A Mongrel Named Jock
Jock of the Bushveld, Kruger National Park, South Africa.
Sometime in the 1880s a young and green — and it must be said naive — Percy FitzPatrick tried his luck at the diggings, lost all he had, and resorted to driving a transport wagon and lost all again. It was near the base of Ship Mountain, in clear sight of today's Jock Safari Lodge, that he became the master of a mongrel runt he named Jock.

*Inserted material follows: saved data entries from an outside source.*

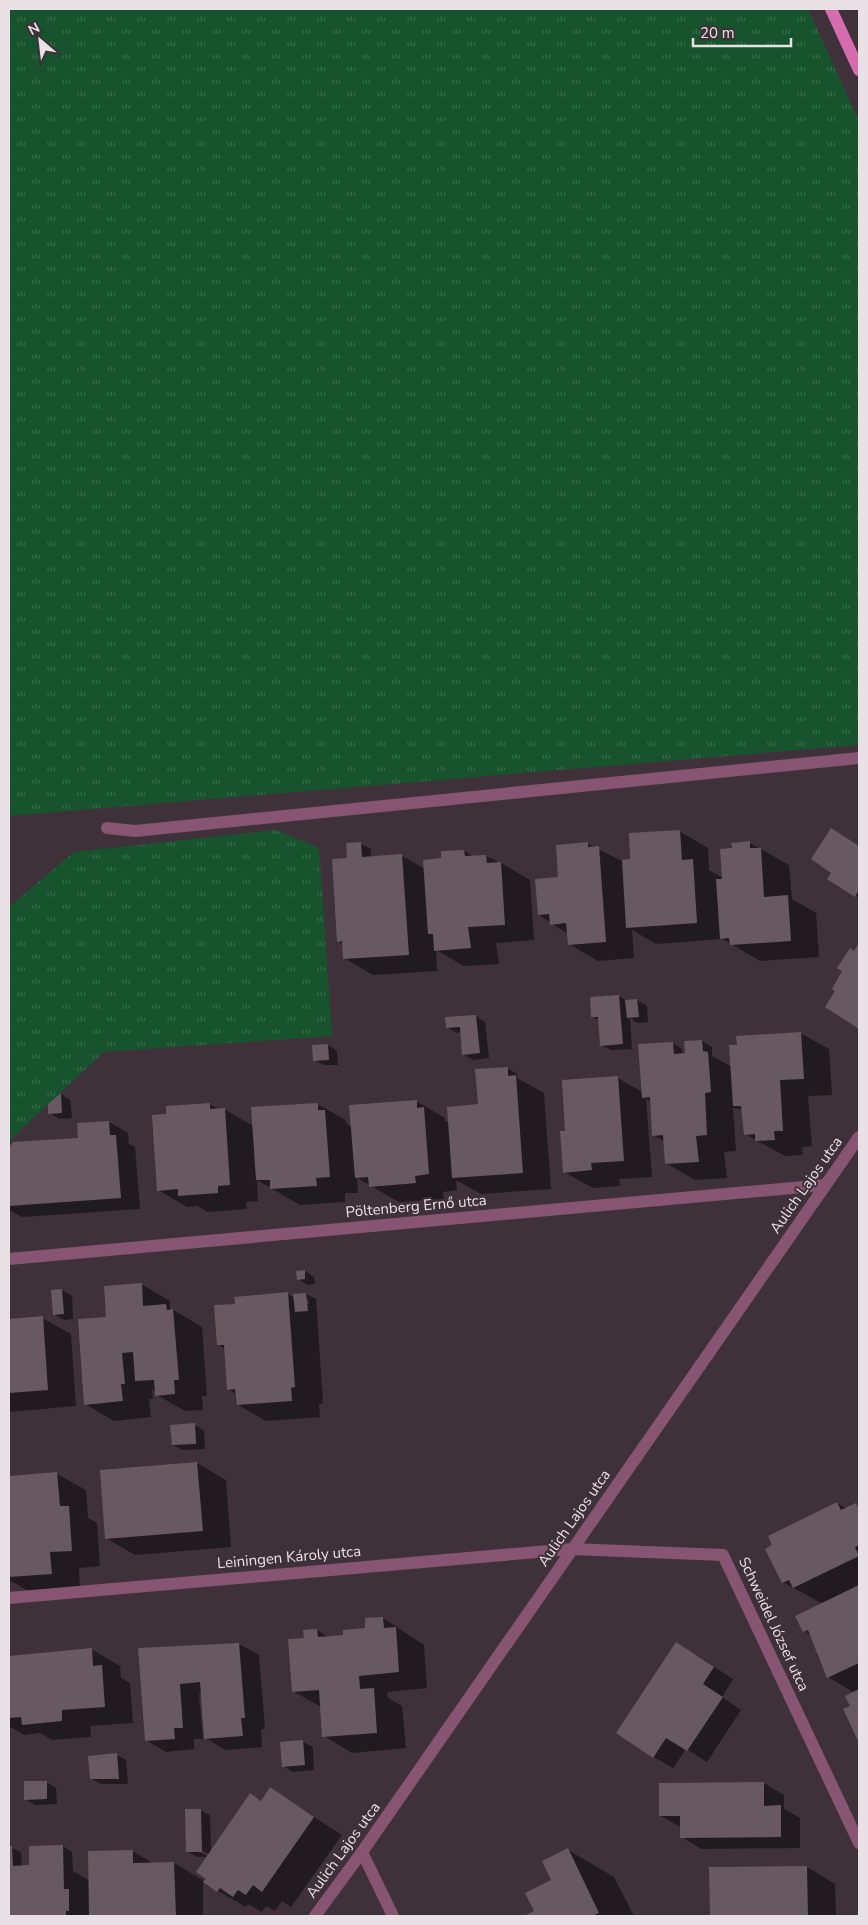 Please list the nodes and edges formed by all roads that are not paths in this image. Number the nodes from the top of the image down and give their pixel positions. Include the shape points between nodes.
1 (831, 9) edge
2 (859, 70) edge
3 (859, 758) edge
4 (107, 828) dead end
5 (859, 1137) edge
6 (825, 1185) junction
7 (9, 1259) edge
8 (572, 1549) junction
9 (9, 1598) edge
10 (859, 1842) edge
11 (362, 1852) junction
12 (315, 1916) edge
13 (393, 1916) edge

1 - 2 main road
3 - 4 street via 135,831
5 - 6 street, Aulich Lajos utca
6 - 7 street, Pöltenberg Ernő utca
6 - 8 street, Aulich Lajos utca
8 - 9 street, Leiningen Károly utca
8 - 10 street, Schweidel József utca via 723,1555
8 - 11 street, Aulich Lajos utca
11 - 12 street, Aulich Lajos utca
11 - 13 street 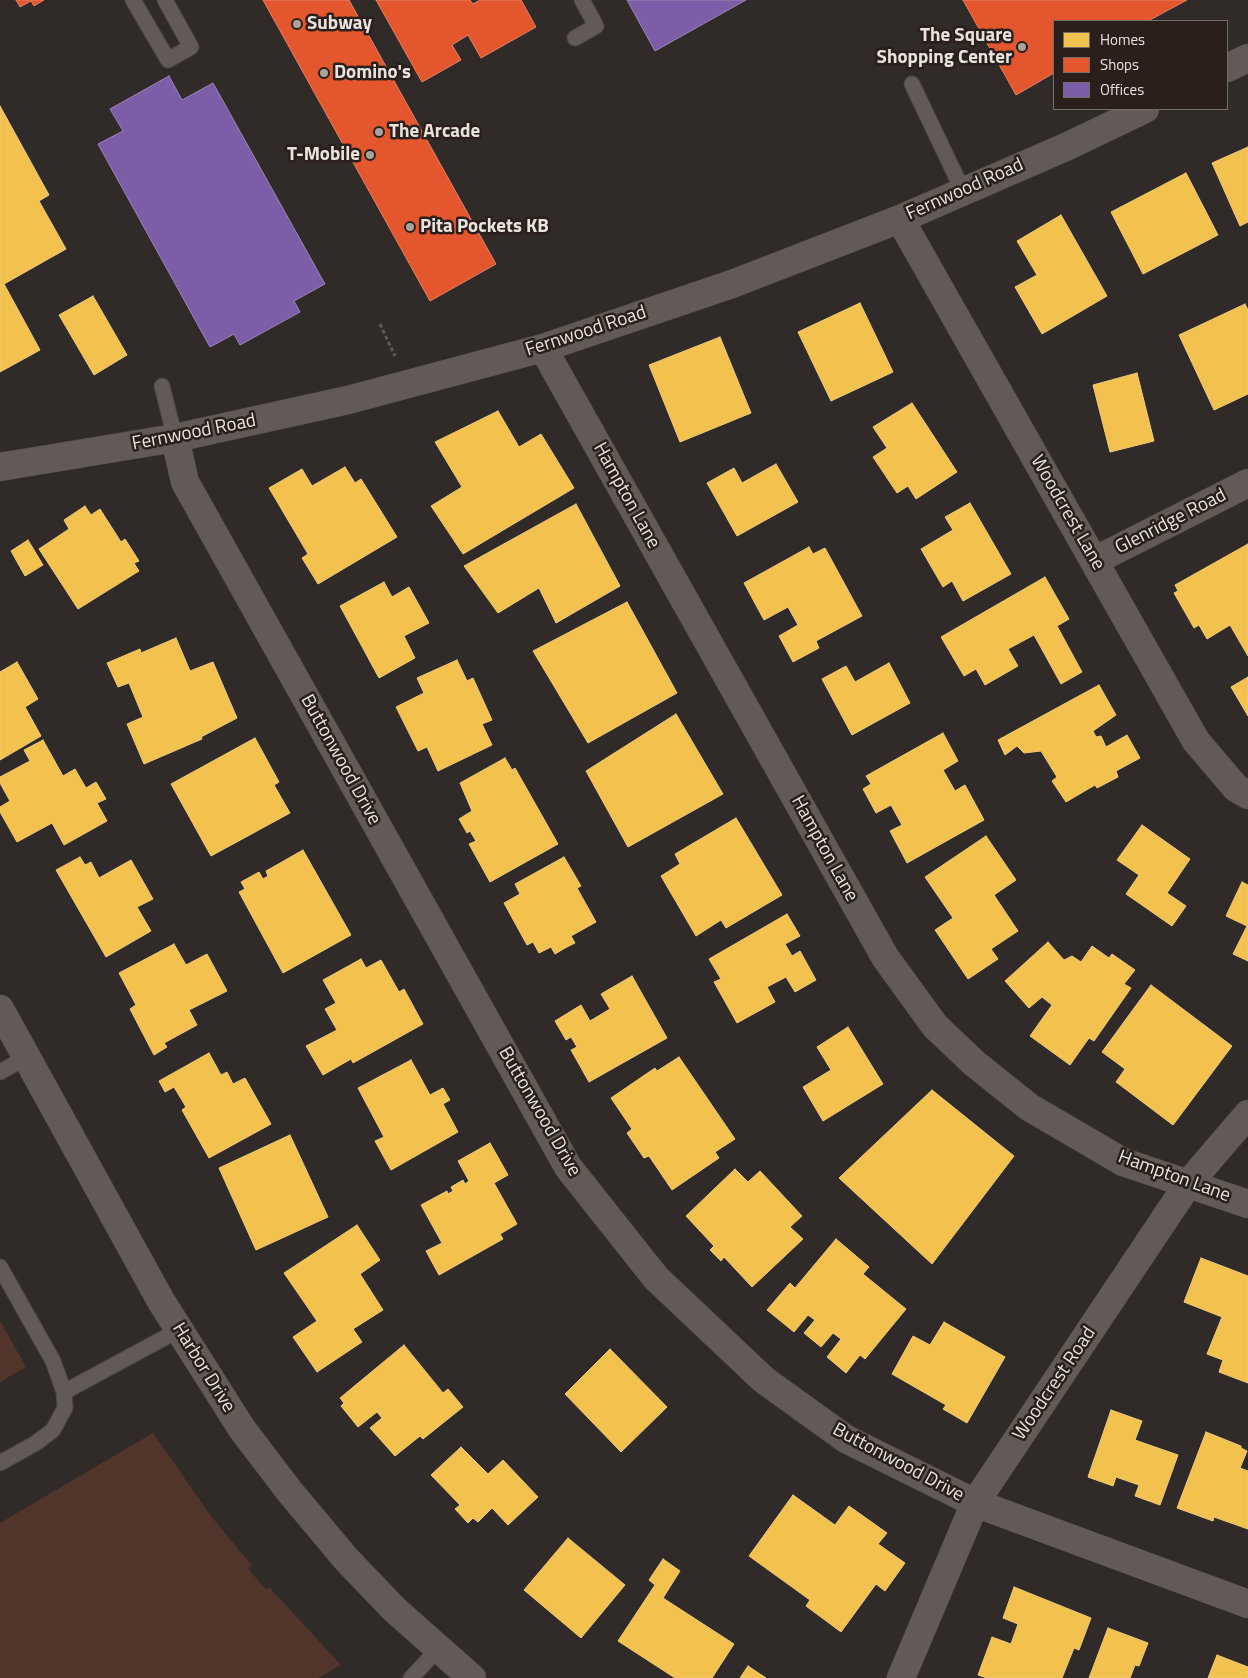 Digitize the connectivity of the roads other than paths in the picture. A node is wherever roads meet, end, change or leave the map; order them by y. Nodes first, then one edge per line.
1 (133, 0) edge
2 (165, 0) edge
3 (582, 0) edge
4 (575, 38) dead end
5 (1248, 58) edge
6 (1228, 68) edge
7 (912, 84) dead end
8 (1143, 110) edge
9 (963, 191) junction
10 (900, 219) junction
11 (543, 348) junction
12 (162, 386) dead end
13 (175, 438) junction
14 (0, 467) edge
15 (1248, 483) edge
16 (1094, 561) junction
17 (1248, 795) edge
18 (0, 1009) edge
19 (27, 1057) junction
20 (0, 1072) edge
21 (1248, 1114) edge
22 (1188, 1184) junction
23 (1248, 1204) edge
24 (0, 1268) edge
25 (179, 1330) junction
26 (64, 1392) junction
27 (0, 1463) edge
28 (976, 1504) junction
29 (1248, 1604) edge
30 (438, 1649) junction
31 (411, 1678) edge
32 (472, 1678) edge
33 (901, 1678) edge

1 - 2 lane
3 - 4 lane
5 - 6 street
7 - 9 lane
8 - 9 street, Fernwood Road
9 - 10 street, Fernwood Road
10 - 11 street, Fernwood Road
10 - 16 street, Woodcrest Lane
11 - 13 street, Fernwood Road
11 - 22 street, Hampton Lane
12 - 13 lane
13 - 14 street, Fernwood Road
13 - 28 street, Buttonwood Drive
15 - 16 street, Glenridge Road
16 - 17 street, Woodcrest Lane
18 - 19 street, Harbor Drive
19 - 20 lane
19 - 25 street, Harbor Drive
21 - 22 street, Woodcrest Road
22 - 23 street, Hampton Lane
22 - 28 street, Woodcrest Road
24 - 26 lane
25 - 26 lane
25 - 30 street, Harbor Drive
26 - 27 lane
28 - 29 street, Buttonwood Drive
28 - 33 street, Woodcrest Road
30 - 31 lane
30 - 32 street, Harbor Drive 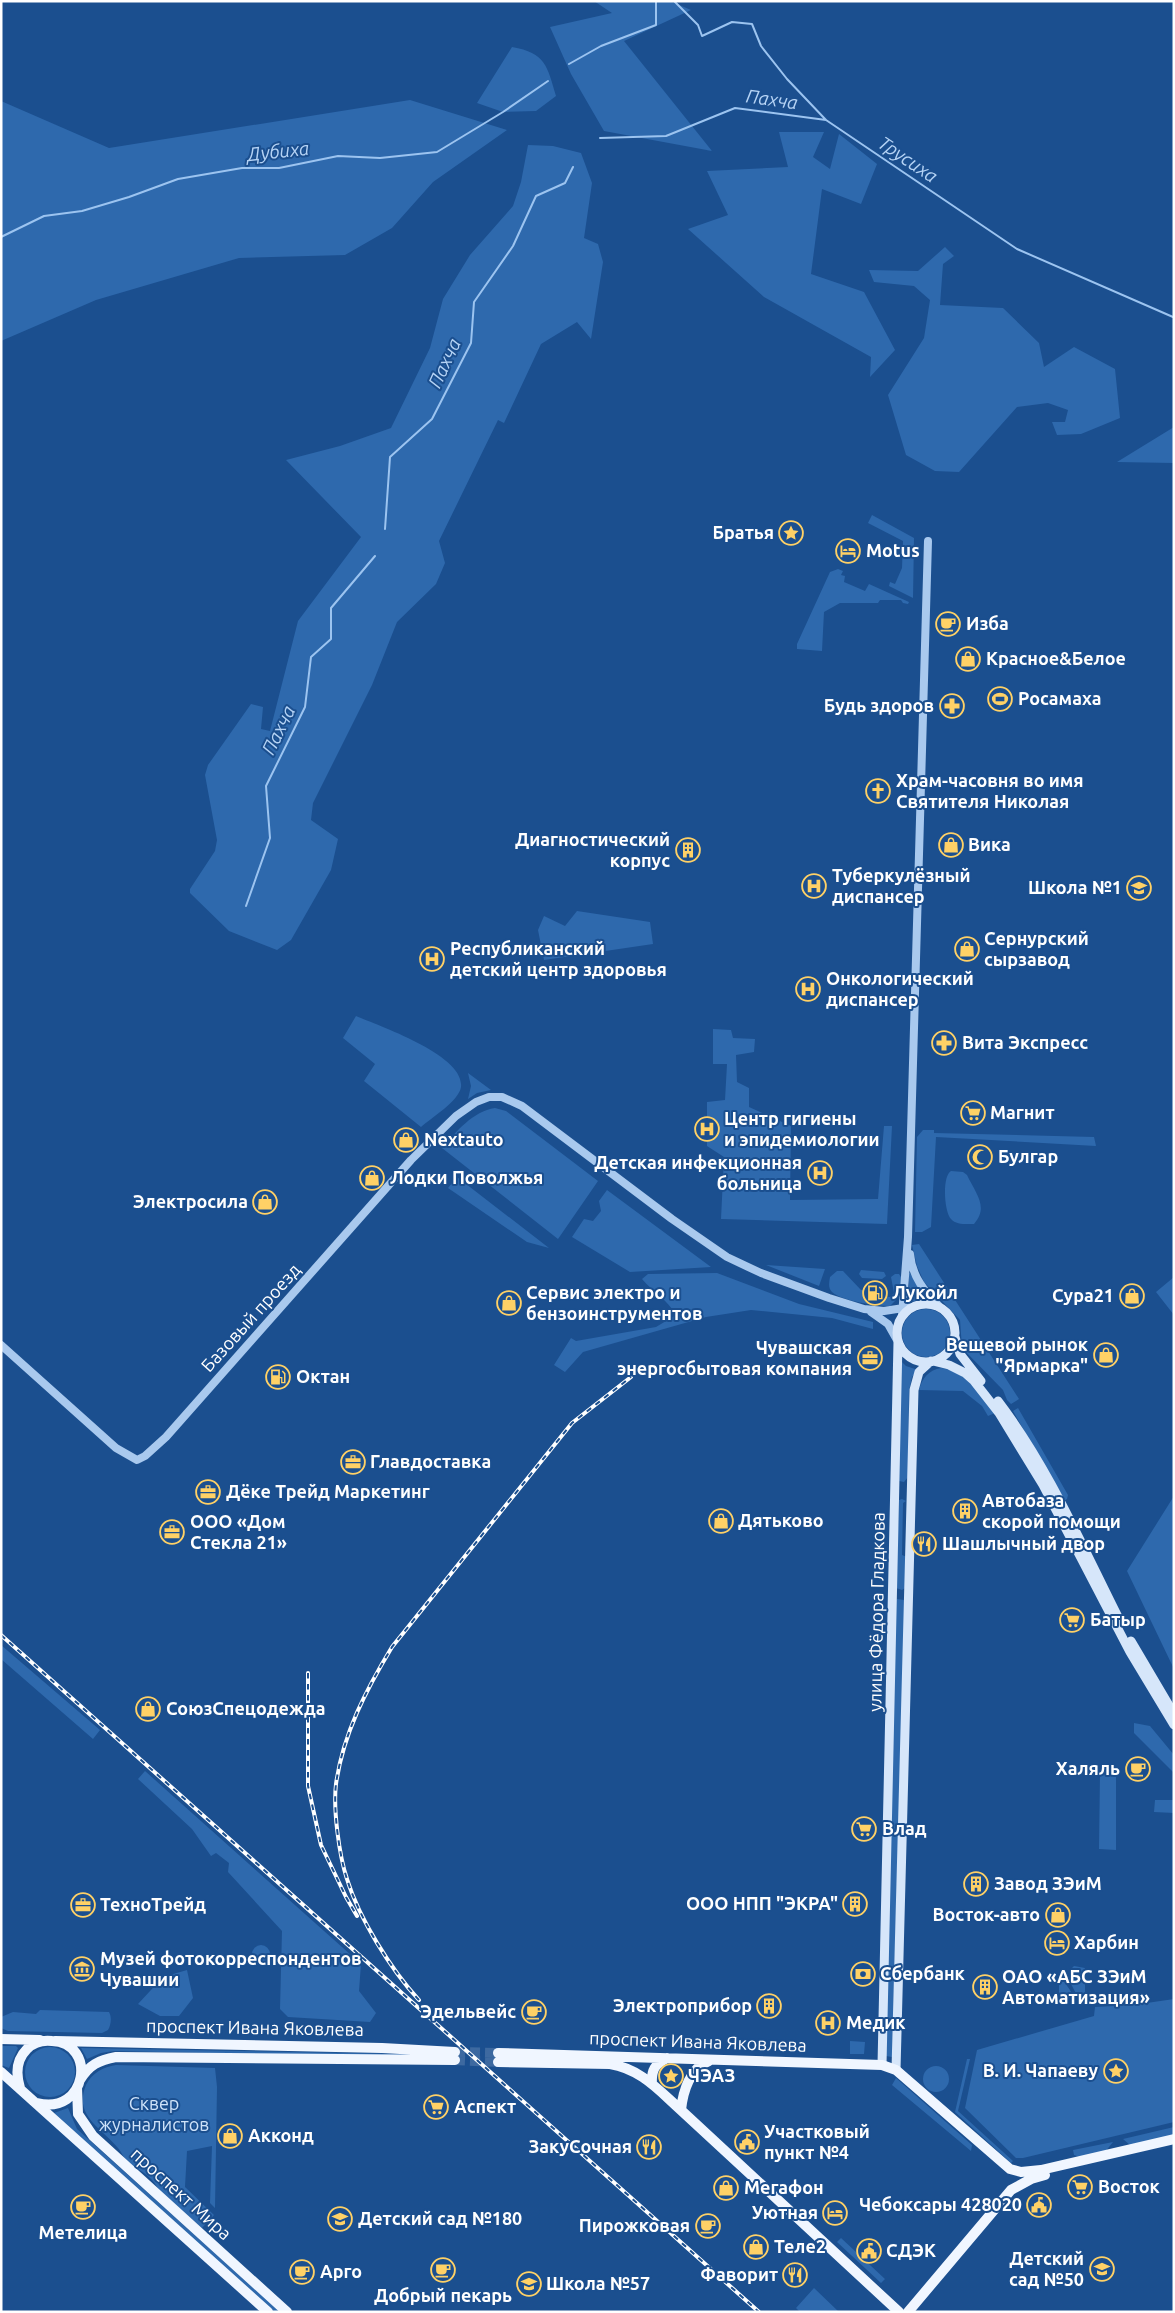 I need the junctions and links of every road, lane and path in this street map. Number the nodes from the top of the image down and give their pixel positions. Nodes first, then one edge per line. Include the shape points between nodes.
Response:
1 (928, 541) dead end
2 (908, 1237) junction
3 (940, 1307) junction
4 (864, 1309) junction
5 (905, 1311) junction
6 (955, 1337) junction
7 (898, 1341) junction
8 (1, 1345) edge
9 (932, 1361) junction
10 (896, 1489) junction
11 (911, 1489) junction
12 (893, 1594) junction
13 (909, 1594) junction
14 (1104, 1596) junction
15 (1174, 1714) edge
16 (1174, 1725) edge
17 (887, 1882) junction
18 (901, 1882) junction
19 (1, 2039) edge
20 (44, 2040) junction
21 (55, 2041) junction
22 (667, 2058) junction
23 (710, 2061) junction
24 (882, 2065) junction
25 (896, 2070) junction
26 (1, 2072) edge
27 (78, 2084) junction
28 (652, 2084) junction
29 (20, 2088) junction
30 (36, 2103) junction
31 (680, 2110) junction
32 (1174, 2139) edge
33 (1174, 2145) edge
34 (1010, 2169) junction
35 (1011, 2190) junction
36 (268, 2312) edge
37 (287, 2312) edge
38 (899, 2312) edge
39 (908, 2312) edge

1 - 2 street
2 - 3 street via 913,1270 919,1283
2 - 5 street
3 - 5 main road via 928,1304
3 - 6 main road via 952,1319
4 - 5 street
4 - 7 street via 888,1324
4 - 8 street, Базовый проезд via 761,1273 727,1257 522,1106 489,1097 456,1116 411,1160 166,1437 145,1456 137,1460 116,1448
5 - 7 main road via 898,1328
6 - 9 main road via 944,1356
6 - 14 main road via 966,1364 999,1403 1048,1479
7 - 9 main road via 912,1359
7 - 10 main road, улица Фёдора Гладкова
9 - 11 main road, улица Фёдора Гладкова via 919,1372 914,1390
9 - 14 main road via 965,1373 990,1400 1021,1446
10 - 11 main road
10 - 12 main road, улица Фёдора Гладкова
11 - 13 main road, улица Фёдора Гладкова
12 - 13 main road
12 - 17 main road, улица Фёдора Гладкова
13 - 18 main road, улица Фёдора Гладкова
14 - 15 main road
14 - 16 main road via 1150,1689
17 - 18 main road
17 - 24 main road, улица Фёдора Гладкова
18 - 25 main road, улица Фёдора Гладкова
19 - 20 main road
20 - 21 main road
20 - 29 main road via 30,2046 21,2058 18,2072
21 - 27 main road via 69,2046 79,2058
21 - 27 main road, проспект Ивана Яковлева via 382,2048 455,2056 116,2057 90,2066
22 - 23 main road, проспект Ивана Яковлева
22 - 28 main road via 655,2066
22 - 28 main road, проспект Ивана Яковлева via 498,2057 610,2064 633,2071
23 - 24 main road, проспект Ивана Яковлева
23 - 31 main road via 699,2066 691,2077
24 - 25 main road, проспект Ивана Яковлева
25 - 34 main road
26 - 29 main road
27 - 30 main road via 68,2099 61,2103
27 - 37 main road, проспект Мира via 78,2114 93,2136
28 - 31 main road, проспект Ивана Яковлева
29 - 30 main road
30 - 36 main road, проспект Мира
31 - 38 main road, проспект Ивана Яковлева
32 - 34 main road via 1033,2171
33 - 35 main road via 1037,2177
34 - 35 main road via 1014,2179
35 - 39 main road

Their adventures together are the subject of South Africa's best-loved children's book Jock of the Bushveld that has been in publication since first printed in 1907, which he wrote for "the little people" at the insistence of his good friend Rudyard Kipling.
To give an idea of what life was like back then in 1885, FitzPatrick sets the scene: "We travelled light on most occasions, and, except for some tea and a very little bit of flour and salt, tools no food; we lived on what we shot and of course kept a 'Hunters Pot'. 'Hunters Pot' is a perpetual stew; you make one stew and keep it going as long as necessary, maintaining a full pot by adding to it as fast as you take any out; scraps of everything go in; any kind of meat — buck, bird, pig, hare — and if you have such luxuries as onions or potatoes, so much the better...When allowed to cool it sets like brawn, and a hungry hunter wants nothing better. "FitzPatrick lost all his oxen while taking a shortcut through an area ridden with tsetse flies, but went on to make his fortune on the gold diggings around Barberton and later on Johannesburg's Witwatersrand gold fields. He was subsequently knighted for his services to the new South African union in the aftermath of the Anglo-Boer War.
‘Jock’ Marks the Way
Showing Percy FitzPatrick and his dog at the Companies Office, Pretoria.
There are three Jock Waymarkers (named after the famous dog in the novel ‘Jock of the Bushveld’ by Sir James Percy FitzPatrick) in the Kruger National Park along the S114, a section of which was part of the Voortrekker or Delagoa Road trading route. The first is a little way beyond Pretoriuskop at Samarhole Spruit, or Ship Mountain Camp. The site itself is off the main road, and it's where, in 1885, the terrier Jess gave birth to a litter of six pups under a big tree. Among them was one runt that would have been put to death had not a young man named Percy FitzPatrick taken a shine to the little wretch and named it Jock. This is also where FitzPatrick and his party nearly lost their wagons and equipment in a runaway veld fire.
There is another waymarker where the H2-2 (Voortrekker Road) makes a T-junction with the S114. This is where the trading road turned north for a short distance before heading east again to Albasini's Trading Post near Lower Sabie (and from there into Mozambique). It was known as the Fihlamanzi Intersection, or 'hidden water' (now Fihlemanti). It was another favoured outspan because of the water close by.
The final waymarker is located at a parking spot overlooking the drift of the Crocodile River on the Malelane-Crocodile Bridge road (S25). It was here that Jock, Percy FitzPatrick and his assistant (the herculean Jim Makokel) had their famous fight with a crocodile.
This specific spot is not mentioned in the book. However, it is a private safari lodge — the first private lodge established in the park — named in Jock's honour. There is a bronze statue of the dog, together with a regal sable antelope. It was the site of the park's original Jock Bushveld Camp, and the southern border of the private concession is along the old wagon route. In June 1892, the railway line between Pretoria and Lorenzo Marques reached Mbombela (Nelspruit).
After that, wagon transport declined and the transport route was used only occasionally, slowly falling into disuse and decline. FitzPatrick moved to the Witwatersrand and in time made his fortune there. Jock did not live to share his good fortunes, but you'll have to read the book to find out why.